◆ What needs to be done:
One line at a time, check the entries below for the word "Please", and copy each line that has it.

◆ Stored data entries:
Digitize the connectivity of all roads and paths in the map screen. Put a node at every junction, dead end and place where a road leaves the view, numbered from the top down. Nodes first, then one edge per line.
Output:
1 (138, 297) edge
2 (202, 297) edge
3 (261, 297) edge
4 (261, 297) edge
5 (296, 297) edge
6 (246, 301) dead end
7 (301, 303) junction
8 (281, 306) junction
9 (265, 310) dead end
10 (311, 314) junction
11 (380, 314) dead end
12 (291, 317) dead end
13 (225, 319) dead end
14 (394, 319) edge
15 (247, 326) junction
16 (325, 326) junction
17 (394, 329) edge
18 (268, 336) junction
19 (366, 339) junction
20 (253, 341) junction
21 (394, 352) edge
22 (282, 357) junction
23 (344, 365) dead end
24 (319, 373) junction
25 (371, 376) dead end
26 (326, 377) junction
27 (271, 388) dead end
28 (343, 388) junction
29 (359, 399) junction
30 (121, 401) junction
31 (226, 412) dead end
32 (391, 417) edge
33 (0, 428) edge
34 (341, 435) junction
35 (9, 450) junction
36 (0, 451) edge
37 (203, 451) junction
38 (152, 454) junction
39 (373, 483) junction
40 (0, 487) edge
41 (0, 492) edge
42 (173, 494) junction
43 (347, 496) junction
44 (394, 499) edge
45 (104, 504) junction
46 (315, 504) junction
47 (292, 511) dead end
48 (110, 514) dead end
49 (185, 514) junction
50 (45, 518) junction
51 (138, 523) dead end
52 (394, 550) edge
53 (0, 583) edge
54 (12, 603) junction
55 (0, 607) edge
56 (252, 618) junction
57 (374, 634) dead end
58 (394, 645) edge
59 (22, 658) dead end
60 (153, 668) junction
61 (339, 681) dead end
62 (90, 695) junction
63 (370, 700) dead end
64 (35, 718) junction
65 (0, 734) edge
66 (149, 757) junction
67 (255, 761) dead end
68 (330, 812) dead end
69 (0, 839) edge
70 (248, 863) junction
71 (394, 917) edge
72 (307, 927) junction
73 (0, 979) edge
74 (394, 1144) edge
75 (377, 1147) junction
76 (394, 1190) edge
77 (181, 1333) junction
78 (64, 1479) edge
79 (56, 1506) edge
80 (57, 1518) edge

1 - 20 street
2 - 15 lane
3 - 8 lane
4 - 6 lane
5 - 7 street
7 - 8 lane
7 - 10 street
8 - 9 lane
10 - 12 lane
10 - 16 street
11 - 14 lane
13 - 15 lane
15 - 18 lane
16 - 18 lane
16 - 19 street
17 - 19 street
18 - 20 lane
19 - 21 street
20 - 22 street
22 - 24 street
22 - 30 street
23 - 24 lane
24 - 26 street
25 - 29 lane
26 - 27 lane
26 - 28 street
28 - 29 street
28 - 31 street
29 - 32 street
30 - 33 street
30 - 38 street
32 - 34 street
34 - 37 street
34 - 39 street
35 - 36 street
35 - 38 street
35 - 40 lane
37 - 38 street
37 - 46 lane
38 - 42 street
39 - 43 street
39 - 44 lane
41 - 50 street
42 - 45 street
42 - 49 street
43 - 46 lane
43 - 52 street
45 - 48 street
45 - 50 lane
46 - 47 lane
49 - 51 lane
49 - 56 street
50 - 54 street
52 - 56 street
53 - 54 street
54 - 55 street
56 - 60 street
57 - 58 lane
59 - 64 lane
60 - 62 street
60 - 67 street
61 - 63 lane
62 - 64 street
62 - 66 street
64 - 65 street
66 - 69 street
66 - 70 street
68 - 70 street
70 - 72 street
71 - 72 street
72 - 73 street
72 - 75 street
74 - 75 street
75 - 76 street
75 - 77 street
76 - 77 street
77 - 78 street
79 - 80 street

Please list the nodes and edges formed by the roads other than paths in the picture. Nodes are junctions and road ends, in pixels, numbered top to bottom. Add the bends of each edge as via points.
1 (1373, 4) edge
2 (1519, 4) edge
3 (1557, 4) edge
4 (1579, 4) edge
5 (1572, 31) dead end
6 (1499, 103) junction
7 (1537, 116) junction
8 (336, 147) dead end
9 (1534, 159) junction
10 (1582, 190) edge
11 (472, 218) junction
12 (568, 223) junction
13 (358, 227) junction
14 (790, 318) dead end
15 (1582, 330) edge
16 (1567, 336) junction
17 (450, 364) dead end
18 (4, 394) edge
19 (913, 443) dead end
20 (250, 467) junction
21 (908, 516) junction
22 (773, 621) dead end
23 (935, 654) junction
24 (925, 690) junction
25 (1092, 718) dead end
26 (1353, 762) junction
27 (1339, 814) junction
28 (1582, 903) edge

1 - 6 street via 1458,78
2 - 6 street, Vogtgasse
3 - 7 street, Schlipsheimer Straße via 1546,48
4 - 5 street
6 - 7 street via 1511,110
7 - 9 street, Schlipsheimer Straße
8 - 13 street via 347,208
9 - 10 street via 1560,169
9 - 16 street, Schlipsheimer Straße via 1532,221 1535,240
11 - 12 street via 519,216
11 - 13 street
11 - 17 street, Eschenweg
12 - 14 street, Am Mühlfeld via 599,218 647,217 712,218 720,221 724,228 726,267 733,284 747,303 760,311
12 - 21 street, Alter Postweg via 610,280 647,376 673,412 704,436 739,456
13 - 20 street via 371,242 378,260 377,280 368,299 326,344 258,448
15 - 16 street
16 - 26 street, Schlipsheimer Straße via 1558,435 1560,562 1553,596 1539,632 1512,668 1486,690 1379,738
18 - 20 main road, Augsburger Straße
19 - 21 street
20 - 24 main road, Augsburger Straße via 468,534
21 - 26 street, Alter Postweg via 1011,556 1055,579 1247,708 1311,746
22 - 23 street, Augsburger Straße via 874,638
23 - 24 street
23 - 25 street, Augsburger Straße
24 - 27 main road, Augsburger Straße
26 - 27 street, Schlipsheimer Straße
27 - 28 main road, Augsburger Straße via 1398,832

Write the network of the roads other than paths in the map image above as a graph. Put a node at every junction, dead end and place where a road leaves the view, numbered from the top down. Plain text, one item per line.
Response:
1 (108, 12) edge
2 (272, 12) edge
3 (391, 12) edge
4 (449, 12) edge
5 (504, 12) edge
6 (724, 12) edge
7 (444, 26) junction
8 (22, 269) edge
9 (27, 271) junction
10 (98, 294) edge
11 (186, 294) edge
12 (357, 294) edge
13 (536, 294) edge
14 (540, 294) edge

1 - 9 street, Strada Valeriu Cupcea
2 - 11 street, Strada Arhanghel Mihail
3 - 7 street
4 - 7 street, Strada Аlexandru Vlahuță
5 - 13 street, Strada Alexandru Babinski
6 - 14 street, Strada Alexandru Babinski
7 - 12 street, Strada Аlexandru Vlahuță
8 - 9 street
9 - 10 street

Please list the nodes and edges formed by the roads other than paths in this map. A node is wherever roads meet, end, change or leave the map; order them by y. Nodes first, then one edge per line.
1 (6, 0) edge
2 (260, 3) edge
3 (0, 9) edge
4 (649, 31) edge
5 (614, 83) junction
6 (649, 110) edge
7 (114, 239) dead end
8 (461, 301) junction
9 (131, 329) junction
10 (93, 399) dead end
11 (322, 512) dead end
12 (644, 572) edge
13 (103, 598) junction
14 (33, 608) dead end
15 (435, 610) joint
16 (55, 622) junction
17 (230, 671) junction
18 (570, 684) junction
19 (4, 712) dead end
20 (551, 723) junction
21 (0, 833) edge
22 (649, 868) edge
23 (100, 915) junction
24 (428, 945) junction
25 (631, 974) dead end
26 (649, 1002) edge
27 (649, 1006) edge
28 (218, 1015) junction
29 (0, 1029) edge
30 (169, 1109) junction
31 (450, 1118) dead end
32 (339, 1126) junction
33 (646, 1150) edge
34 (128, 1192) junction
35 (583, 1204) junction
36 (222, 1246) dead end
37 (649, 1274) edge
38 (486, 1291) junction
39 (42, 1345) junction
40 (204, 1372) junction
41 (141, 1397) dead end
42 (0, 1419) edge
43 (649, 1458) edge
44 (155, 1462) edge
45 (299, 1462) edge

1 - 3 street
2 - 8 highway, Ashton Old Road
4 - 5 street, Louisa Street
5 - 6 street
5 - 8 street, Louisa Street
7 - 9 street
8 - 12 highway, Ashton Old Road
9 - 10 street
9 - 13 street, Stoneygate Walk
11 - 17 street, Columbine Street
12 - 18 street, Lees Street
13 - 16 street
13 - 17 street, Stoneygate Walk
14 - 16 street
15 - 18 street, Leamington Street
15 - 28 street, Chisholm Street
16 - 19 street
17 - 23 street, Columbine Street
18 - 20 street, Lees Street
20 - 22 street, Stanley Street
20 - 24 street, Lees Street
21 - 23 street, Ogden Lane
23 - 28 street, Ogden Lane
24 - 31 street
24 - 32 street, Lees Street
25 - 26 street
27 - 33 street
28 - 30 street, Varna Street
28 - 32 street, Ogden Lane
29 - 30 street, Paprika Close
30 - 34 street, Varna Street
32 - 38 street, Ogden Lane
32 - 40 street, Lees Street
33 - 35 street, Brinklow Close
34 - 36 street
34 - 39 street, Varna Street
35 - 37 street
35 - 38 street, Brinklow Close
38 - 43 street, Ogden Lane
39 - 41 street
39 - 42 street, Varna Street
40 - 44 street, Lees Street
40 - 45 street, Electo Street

◆ Expected output:
Please list the nodes and edges formed by the roads other than paths in the picture. Nodes are junctions and road ends, in pixels, numbered top to bottom. Add the bends of each edge as via points.
Please list the nodes and edges formed by the roads other than paths in this map. A node is wherever roads meet, end, change or leave the map; order them by y. Nodes first, then one edge per line.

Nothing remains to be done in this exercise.